None of the deployment servers can be used. To prevent the whole site to be dead for hours, rsync and puppet are disabled on both hosts.

We have a backup of a mediawiki dir on tin /srv/mediawiki-dir-tin-20160202.tar.gz. It lacks anything that is ignored by rsync, i.e. the .git dirs but has cache / private settings.

We will want to cancel today deployment train and SWAT deploys.

We have restored 1.27.0-wmf.8 1.27.0-wmf.9 and 1.27.0-wmf.10 . Regenerated the l10n cache.

mw1017 has been synced.

We are now trying to figure out private files that might be needed.

Servers are being synced in small batches. We are proceeding with canary servers first and so far it is going fine.
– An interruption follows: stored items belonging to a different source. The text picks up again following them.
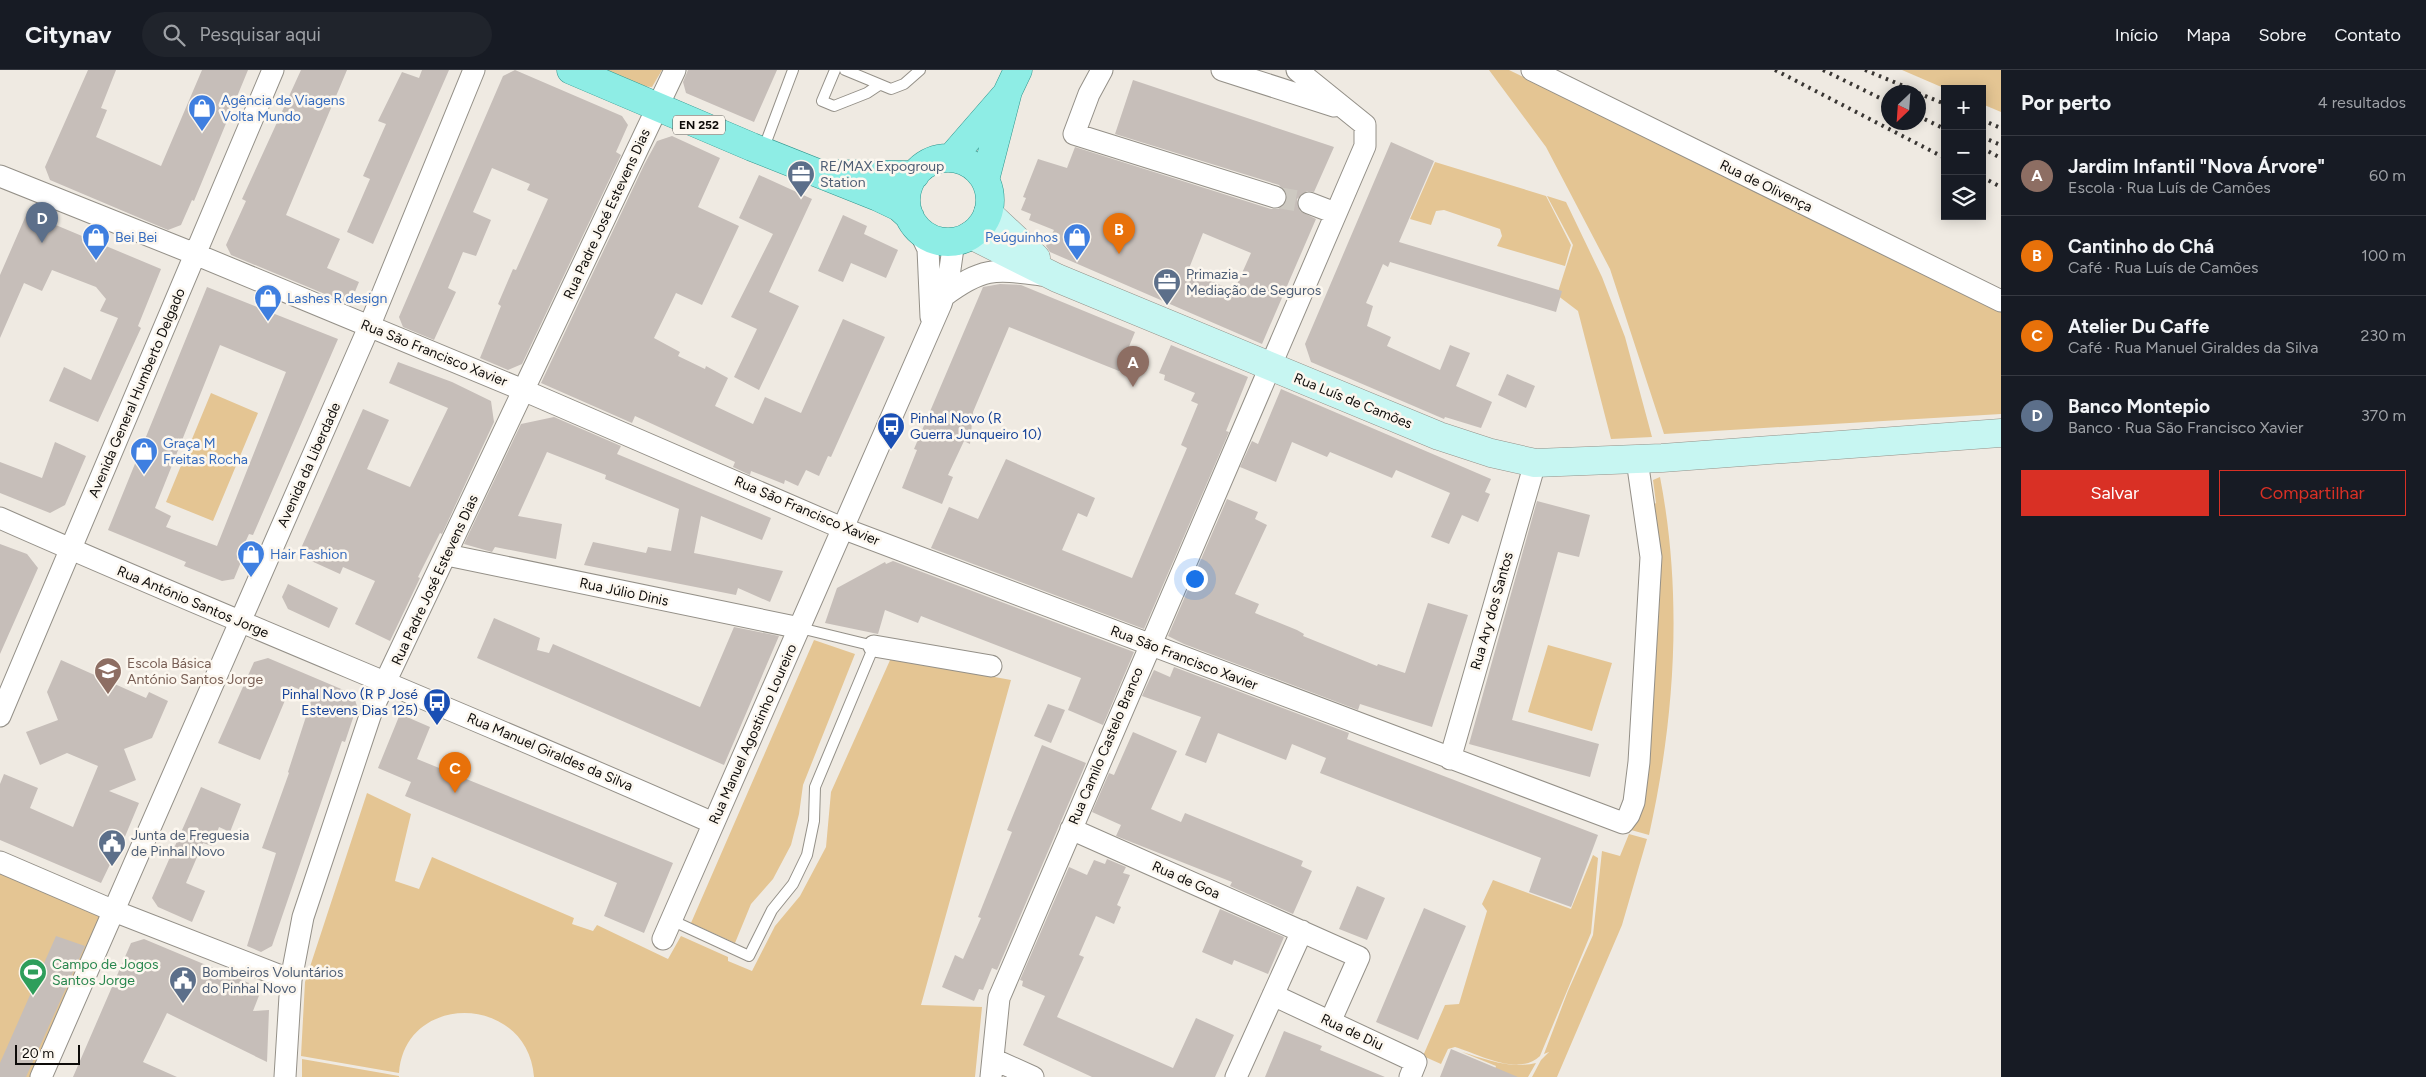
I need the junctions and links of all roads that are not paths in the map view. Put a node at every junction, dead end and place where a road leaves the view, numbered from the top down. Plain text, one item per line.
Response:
1 (273, 70) edge
2 (474, 70) edge
3 (571, 70) edge
4 (674, 70) edge
5 (794, 70) edge
6 (835, 70) edge
7 (845, 70) edge
8 (920, 70) edge
9 (1102, 70) edge
10 (1222, 70) edge
11 (1297, 70) edge
12 (1532, 70) edge
13 (1013, 81) edge
14 (879, 85) junction
15 (658, 107) junction
16 (1347, 110) junction
17 (763, 151) junction
18 (951, 158) junction
19 (821, 174) junction
20 (915, 175) junction
21 (0, 176) edge
22 (985, 180) junction
23 (1275, 197) tunnel mouth
24 (1309, 203) tunnel mouth
25 (988, 213) junction
26 (1335, 213) junction
27 (914, 222) junction
28 (962, 238) junction
29 (195, 254) junction
30 (1057, 278) junction
31 (944, 296) junction
32 (2001, 301) edge
33 (932, 322) junction
34 (369, 327) junction
35 (1269, 367) junction
36 (523, 390) junction
37 (2001, 433) edge
38 (1650, 459) junction
39 (1535, 463) junction
40 (0, 518) edge
41 (842, 528) junction
42 (72, 550) junction
43 (447, 555) junction
44 (239, 622) junction
45 (800, 628) junction
46 (1150, 645) junction
47 (874, 646) junction
48 (991, 666) dead end
49 (386, 683) junction
50 (0, 716) edge
51 (1450, 759) junction
52 (713, 823) junction
53 (1071, 829) junction
54 (0, 862) edge
55 (114, 911) junction
56 (671, 920) junction
57 (1302, 931) junction
58 (663, 939) dead end
59 (290, 980) junction
60 (1273, 995) junction
61 (1330, 1022) junction
62 (992, 1068) edge
63 (41, 1077) edge
64 (285, 1077) edge
65 (1033, 1077) edge
66 (1236, 1077) edge
67 (1410, 1077) edge

1 - 29 street, Avenida General Humberto Delgado
2 - 34 street, Avenida da Liberdade
3 - 15 main road, EN 252
4 - 15 street, Rua Padre José Estevens Dias
5 - 17 lane
6 - 14 lane
7 - 14 lane
8 - 14 lane
9 - 23 street
10 - 16 street
11 - 16 street
12 - 32 street, Rua de Olivença
13 - 18 main road
13 - 22 main road
15 - 17 main road, EN 252
15 - 36 street, Rua Padre José Estevens Dias
16 - 26 street, Rua Camilo Castelo Branco
17 - 19 main road, EN 252
18 - 20 main road
18 - 22 main road
19 - 20 main road, EN 252
19 - 27 main road, EN 252
20 - 27 main road
21 - 29 street, Rua São Francisco Xavier
22 - 25 main road
24 - 26 street
25 - 28 main road
25 - 30 main road
26 - 35 street, Rua Camilo Castelo Branco
27 - 28 main road, EN 252
27 - 33 street
28 - 30 main road, Rua Luís de Camões
28 - 31 street, Rua Manuel Agostinho Loureiro
29 - 34 street, Rua São Francisco Xavier
29 - 42 street, Avenida General Humberto Delgado
30 - 31 street
30 - 35 main road, Rua Luís de Camões
31 - 33 street, Rua Manuel Agostinho Loureiro
33 - 41 street, Rua Manuel Agostinho Loureiro
34 - 36 street, Rua São Francisco Xavier
34 - 44 street, Avenida da Liberdade
35 - 39 main road, Rua Luís de Camões
35 - 46 street, Rua Camilo Castelo Branco
36 - 41 street, Rua São Francisco Xavier
36 - 43 street, Rua Padre José Estevens Dias
37 - 38 main road, Rua Luís de Camões
38 - 39 main road, Rua Luís de Camões
38 - 51 street, Rua São Francisco Xavier
39 - 51 street, Rua Ary dos Santos
40 - 42 street, Rua António Santos Jorge
41 - 45 street, Rua Manuel Agostinho Loureiro
41 - 46 street, Rua São Francisco Xavier
42 - 44 street, Rua António Santos Jorge
42 - 50 street, Avenida General Humberto Delgado
43 - 45 street, Rua Júlio Dinis
43 - 49 street, Rua Padre José Estevens Dias
44 - 49 street, Rua António Santos Jorge
44 - 55 street, Avenida da Liberdade
45 - 47 lane
45 - 52 street, Rua Manuel Agostinho Loureiro
46 - 51 street, Rua São Francisco Xavier
46 - 53 street, Rua Camilo Castelo Branco
47 - 48 street
47 - 56 lane
49 - 52 street, Rua Manuel Giraldes da Silva
49 - 59 street, Rua Padre José Estevens Dias
52 - 56 street, Rua Manuel Agostinho Loureiro
53 - 57 street, Rua de Goa
53 - 62 street, Rua Camilo Castelo Branco
54 - 55 street
55 - 59 street
55 - 63 street, Avenida da Liberdade
56 - 58 street, Rua Manuel Agostinho Loureiro
57 - 60 street
57 - 61 street, Rua de Goa
59 - 64 street, Rua Padre José Estevens Dias
60 - 61 street, Rua de Diu
60 - 66 street
61 - 67 street, Rua de Diu
62 - 65 street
So, all apaches are back in sync with master now. Couple of actionables here off the top of my head:

  1. Backups (done in child T125527)
  2. We need to audit (and limit) the untracked stuff in staging. This took quite a bit of time and careful action to avoid wiping.
  3. Submodules for mw-config need to be initialized at provision time (gerrit 267929). This lead to a lot of confusion.
  4. Scap should probably depool proxies and repool them when scap operations complete. This was part of our restore behavior but makes general sense to avoid taxing those nodes.
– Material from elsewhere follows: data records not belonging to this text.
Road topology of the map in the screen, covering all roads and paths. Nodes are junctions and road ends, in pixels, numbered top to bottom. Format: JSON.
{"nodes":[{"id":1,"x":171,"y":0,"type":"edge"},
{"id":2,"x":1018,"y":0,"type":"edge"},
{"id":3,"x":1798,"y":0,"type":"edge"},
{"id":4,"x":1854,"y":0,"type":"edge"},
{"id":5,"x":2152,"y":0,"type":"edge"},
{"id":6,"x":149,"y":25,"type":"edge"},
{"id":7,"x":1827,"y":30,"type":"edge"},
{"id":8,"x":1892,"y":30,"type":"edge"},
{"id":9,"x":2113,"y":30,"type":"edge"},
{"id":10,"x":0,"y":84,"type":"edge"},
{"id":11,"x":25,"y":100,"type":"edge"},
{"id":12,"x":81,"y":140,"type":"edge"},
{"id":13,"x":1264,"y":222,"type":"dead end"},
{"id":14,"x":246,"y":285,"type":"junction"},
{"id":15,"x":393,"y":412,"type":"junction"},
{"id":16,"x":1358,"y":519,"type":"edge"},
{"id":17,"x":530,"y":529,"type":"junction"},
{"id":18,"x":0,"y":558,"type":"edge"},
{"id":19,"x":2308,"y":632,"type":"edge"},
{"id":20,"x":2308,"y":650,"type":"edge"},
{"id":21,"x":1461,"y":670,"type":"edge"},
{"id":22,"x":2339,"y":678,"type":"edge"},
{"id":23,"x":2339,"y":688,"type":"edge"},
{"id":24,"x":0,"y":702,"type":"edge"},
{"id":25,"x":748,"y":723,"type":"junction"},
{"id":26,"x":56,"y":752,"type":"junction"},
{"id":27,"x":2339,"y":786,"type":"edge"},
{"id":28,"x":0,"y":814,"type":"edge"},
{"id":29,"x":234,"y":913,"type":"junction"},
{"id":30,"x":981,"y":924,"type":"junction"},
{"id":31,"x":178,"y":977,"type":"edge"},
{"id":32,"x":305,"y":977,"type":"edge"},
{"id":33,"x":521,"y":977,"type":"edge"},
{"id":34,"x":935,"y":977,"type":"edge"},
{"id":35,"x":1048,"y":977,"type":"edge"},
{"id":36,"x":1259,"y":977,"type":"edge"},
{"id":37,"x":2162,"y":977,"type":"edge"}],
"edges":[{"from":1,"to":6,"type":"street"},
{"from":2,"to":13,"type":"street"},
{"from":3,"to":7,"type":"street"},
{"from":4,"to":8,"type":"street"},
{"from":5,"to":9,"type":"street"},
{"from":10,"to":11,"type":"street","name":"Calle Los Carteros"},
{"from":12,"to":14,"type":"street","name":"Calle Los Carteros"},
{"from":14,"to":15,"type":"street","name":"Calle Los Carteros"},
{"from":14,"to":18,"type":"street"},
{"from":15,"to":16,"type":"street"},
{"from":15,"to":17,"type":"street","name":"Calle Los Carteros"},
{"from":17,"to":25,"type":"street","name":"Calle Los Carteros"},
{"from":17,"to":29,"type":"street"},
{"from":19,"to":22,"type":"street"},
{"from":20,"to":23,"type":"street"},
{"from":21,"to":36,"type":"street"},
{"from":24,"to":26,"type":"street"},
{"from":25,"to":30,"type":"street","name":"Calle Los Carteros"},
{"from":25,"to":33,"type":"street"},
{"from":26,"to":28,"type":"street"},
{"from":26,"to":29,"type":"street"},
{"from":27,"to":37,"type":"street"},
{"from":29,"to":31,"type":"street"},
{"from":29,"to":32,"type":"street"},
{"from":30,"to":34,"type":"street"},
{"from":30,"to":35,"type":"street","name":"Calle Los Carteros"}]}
Should all go into the official wikitech post-mortem.

Other than the incident report, we are now "back to normal" and deploying SWAT deploys and plan to do the train (1.27-wmf.12) today. Assigning to Chad for the incident report, but he'll obviously have others (@Joe, etc) help him.

Keeping open until the report is posted, but for the purposes of pushing out wmf.12, this is done.

Keeping open until the report is posted, but for the purposes of pushing out wmf.12, this is done.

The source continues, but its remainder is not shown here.